Malgré son attrait pour les mélomanes, la nouvelle offre Musique illimitée de Vidéotron n'a pas que des amis. Selon plusieurs de ses détracteurs, défenseurs de la théorie de la neutralité de l'internet, elle risque au contraire de ralentir l'innovation en créant des barrières pour d'éventuels nouveaux compétiteurs.

Avec Musique illimitée, Vidéotron offre aux abonnés de ses forfaits mobiles les plus chers de ne pas tenir compte de la consommation de données induite par l'utilisation de services musicaux en transit très populaires comme Spotify, Rdio, Google Music ou Stingray, entre autres.

«Si, il y a quelques années, Vidéotron nous avait dit: "Tout le monde est sur MySpace, donc on va rendre les données MySpace gratuites", est-ce que Facebook, LinkedIn et autres auraient pu apparaître?», résume Olivier Dagenais, chercheur au Centre d'études sur l'intégration et la mondialisation de l'UQAM, spécialiste de la gouvernance et des politiques de l'internet et directeur de la programmation du festival Geekfest.

«Insideux»

«Ce type d'offres est insidieux, poursuit-il. Les risques ne viennent pas chercher les consommateurs, qui sont contents d'avoir de la musique gratuite. [...] Les effets vont se faire sentir dans 5-10 ans, quand ces entreprises favorisées par Vidéotron vont être à leur sommet et [vont] imposer leurs conditions.»

En janvier dernier, le CRTC avait débouté Bell et Vidéotron dans une cause en apparence similaire. Les deux entreprises s'étaient vu interdire de comptabiliser séparément les données consommées dans le cadre de l'écoute de chaînes de télé sur des appareils mobiles. Bell a porté la cause en appel, mais pas Vidéotron.

Benjamin Klass, le plaignant initial dans cette cause devant le CRTC, voit l'arrivée du service Musique illimitée comme une claque de Vidéotron au visage de l'organisme réglementaire.

«Le CRTC a dit clairement qu'en excluant certains usages des plafonds de données, on créait des inégalités envers à la fois les compétiteurs de ces entreprises favorisées et les clients.»

Ouvert à tous

Selon Vidéotron, la situation est différente, puisque l'offre Musique illimitée est ouverte à toutes les plateformes musicales qui souhaitent y participer.

«Le but n'est pas de donner un avantage à l'une de nos filiales ou à des partenaires précis, fait valoir Serge Leclerc, vice-président aux affaires corporatives de l'entreprise. L'idée est de lancer la vague avec les services les plus connus.»

Une brève mention sur la page web consacrée à cette offre sur le site de Vidéotron incite d'ailleurs les consommateurs à suggérer de nouveaux services musicaux à être ajoutés.

Ces explications ne satisfont pas les opposants.
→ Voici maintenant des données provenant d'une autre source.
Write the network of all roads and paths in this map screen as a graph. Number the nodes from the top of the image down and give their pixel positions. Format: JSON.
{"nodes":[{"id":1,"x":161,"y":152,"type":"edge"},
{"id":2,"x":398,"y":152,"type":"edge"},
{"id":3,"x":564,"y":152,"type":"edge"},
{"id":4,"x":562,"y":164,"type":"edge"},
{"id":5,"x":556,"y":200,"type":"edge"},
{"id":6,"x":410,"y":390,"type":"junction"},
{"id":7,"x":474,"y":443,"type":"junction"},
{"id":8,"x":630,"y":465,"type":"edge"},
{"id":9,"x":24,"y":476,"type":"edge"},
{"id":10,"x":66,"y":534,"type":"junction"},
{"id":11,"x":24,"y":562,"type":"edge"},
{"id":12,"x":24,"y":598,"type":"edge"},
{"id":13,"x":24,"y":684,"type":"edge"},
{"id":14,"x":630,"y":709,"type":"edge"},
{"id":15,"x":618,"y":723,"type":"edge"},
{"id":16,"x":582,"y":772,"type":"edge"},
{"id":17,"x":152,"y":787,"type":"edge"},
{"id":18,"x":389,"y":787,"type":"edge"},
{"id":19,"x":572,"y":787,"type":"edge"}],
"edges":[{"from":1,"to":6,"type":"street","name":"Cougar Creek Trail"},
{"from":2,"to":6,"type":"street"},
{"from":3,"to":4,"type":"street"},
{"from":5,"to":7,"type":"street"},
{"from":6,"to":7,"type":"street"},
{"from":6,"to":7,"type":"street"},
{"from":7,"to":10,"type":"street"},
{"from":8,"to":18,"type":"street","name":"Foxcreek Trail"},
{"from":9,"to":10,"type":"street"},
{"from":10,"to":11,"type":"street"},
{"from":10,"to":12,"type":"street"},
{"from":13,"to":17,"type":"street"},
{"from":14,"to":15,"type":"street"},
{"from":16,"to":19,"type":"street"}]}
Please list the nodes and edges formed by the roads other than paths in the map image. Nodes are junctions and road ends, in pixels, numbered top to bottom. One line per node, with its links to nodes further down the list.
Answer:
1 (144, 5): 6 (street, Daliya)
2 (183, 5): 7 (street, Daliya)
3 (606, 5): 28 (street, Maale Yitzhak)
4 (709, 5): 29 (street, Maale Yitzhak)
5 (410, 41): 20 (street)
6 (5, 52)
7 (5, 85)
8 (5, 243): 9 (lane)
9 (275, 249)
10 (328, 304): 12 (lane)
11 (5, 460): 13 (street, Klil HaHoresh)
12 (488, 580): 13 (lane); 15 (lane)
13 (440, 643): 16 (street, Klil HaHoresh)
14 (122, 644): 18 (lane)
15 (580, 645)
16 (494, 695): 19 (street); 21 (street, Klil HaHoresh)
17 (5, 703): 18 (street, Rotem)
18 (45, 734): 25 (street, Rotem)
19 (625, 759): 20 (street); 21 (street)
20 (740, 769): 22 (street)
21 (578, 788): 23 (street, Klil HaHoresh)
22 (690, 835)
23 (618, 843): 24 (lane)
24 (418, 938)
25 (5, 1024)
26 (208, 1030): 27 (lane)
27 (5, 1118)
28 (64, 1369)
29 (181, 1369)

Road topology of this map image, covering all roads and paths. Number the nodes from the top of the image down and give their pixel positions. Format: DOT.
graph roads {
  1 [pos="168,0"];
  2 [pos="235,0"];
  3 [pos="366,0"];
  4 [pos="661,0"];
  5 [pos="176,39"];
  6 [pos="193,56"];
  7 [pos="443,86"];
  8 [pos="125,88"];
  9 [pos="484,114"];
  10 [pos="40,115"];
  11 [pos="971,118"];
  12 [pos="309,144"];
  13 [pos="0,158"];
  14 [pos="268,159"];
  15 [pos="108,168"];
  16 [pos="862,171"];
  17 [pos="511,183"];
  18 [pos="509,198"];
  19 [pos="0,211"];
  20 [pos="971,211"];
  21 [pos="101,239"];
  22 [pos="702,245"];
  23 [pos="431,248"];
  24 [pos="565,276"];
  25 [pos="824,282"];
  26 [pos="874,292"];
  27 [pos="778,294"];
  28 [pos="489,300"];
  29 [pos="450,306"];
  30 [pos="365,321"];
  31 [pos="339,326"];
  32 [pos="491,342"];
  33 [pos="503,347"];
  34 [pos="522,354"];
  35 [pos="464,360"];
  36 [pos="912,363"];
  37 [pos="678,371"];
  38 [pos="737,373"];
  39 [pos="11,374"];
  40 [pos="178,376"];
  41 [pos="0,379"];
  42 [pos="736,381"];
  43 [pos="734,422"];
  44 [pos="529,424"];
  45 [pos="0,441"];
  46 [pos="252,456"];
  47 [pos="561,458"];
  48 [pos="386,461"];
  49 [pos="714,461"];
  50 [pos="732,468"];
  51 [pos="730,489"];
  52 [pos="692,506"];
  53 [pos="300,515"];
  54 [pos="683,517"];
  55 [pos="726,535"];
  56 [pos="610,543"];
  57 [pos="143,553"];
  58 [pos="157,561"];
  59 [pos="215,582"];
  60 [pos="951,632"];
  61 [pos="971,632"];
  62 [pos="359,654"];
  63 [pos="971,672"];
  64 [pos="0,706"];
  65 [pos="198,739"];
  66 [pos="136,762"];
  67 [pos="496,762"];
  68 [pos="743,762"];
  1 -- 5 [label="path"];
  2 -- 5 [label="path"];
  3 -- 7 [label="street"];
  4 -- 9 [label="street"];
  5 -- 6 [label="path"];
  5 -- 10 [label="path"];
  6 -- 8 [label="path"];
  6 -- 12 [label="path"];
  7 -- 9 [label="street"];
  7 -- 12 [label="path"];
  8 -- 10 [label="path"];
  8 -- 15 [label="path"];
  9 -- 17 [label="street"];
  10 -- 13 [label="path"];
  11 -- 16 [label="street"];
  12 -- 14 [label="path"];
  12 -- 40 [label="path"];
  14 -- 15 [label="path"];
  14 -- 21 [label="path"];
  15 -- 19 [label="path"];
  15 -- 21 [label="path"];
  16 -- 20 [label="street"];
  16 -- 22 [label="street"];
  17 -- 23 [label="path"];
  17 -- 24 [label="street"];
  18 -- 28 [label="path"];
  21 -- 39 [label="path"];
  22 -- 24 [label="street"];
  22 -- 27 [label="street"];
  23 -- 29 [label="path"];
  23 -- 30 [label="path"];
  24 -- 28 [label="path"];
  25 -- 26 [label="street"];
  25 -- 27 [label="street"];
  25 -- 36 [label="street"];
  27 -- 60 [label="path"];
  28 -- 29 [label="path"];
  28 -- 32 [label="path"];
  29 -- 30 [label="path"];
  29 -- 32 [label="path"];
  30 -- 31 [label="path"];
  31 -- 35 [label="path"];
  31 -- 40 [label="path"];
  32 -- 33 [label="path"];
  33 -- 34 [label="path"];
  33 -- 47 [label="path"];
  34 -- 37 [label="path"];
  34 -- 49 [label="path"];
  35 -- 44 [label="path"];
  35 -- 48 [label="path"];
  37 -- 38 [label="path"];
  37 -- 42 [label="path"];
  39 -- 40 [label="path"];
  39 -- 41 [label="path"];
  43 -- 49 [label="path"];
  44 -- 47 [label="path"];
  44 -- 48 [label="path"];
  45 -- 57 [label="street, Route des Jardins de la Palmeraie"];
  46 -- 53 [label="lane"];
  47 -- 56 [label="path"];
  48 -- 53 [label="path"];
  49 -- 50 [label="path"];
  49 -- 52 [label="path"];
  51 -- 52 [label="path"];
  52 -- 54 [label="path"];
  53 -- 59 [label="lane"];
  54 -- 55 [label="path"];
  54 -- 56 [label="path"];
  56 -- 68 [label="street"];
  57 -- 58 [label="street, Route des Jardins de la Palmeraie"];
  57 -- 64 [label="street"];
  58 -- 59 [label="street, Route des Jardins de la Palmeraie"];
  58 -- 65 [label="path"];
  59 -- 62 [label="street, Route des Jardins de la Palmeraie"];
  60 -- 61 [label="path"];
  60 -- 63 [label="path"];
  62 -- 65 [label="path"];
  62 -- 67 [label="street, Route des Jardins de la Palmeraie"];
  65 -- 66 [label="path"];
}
«Bell faisait valoir les mêmes arguments pour son service télé, rappelle M. Klass, soit que n'importe quelle chaîne pouvait faire partie du service. Le fait demeure que toute la myriade de stations de radio en ligne et de services musicaux ne fait pas partie de Musique illimitée et qu'il n'est pas vraisemblable qu'elle le fasse un jour. Vidéotron tente de créer un internet à deux vitesses pour les opérateurs mobiles.»

Plafonds de données

Si Vidéotron voulait véritablement être ouverte à toutes les plateformes, croit-il, «[ses dirigeants] enlèveraient tout simplement les plafonds de données».

Olivier Dagenais ne doute pas de la bonne volonté de Vidéotron. Un programme similaire mis sur pied aux États-Unis par T-Mobile en est rendu à isoler les données de 27 services musicaux différents, compte-t-il.

«La situation n'est pas dramatique, mais c'est la première étape d'une pente descendante qui peut mener à des cas beaucoup plus graves. Dit simplement, ils accaparent une part de pouvoirs qu'ils n'avaient pas avant», prévient-il.

Le CRTC n'a pas émis de commentaires sur la nouvelle offre musicale de Vidéotron.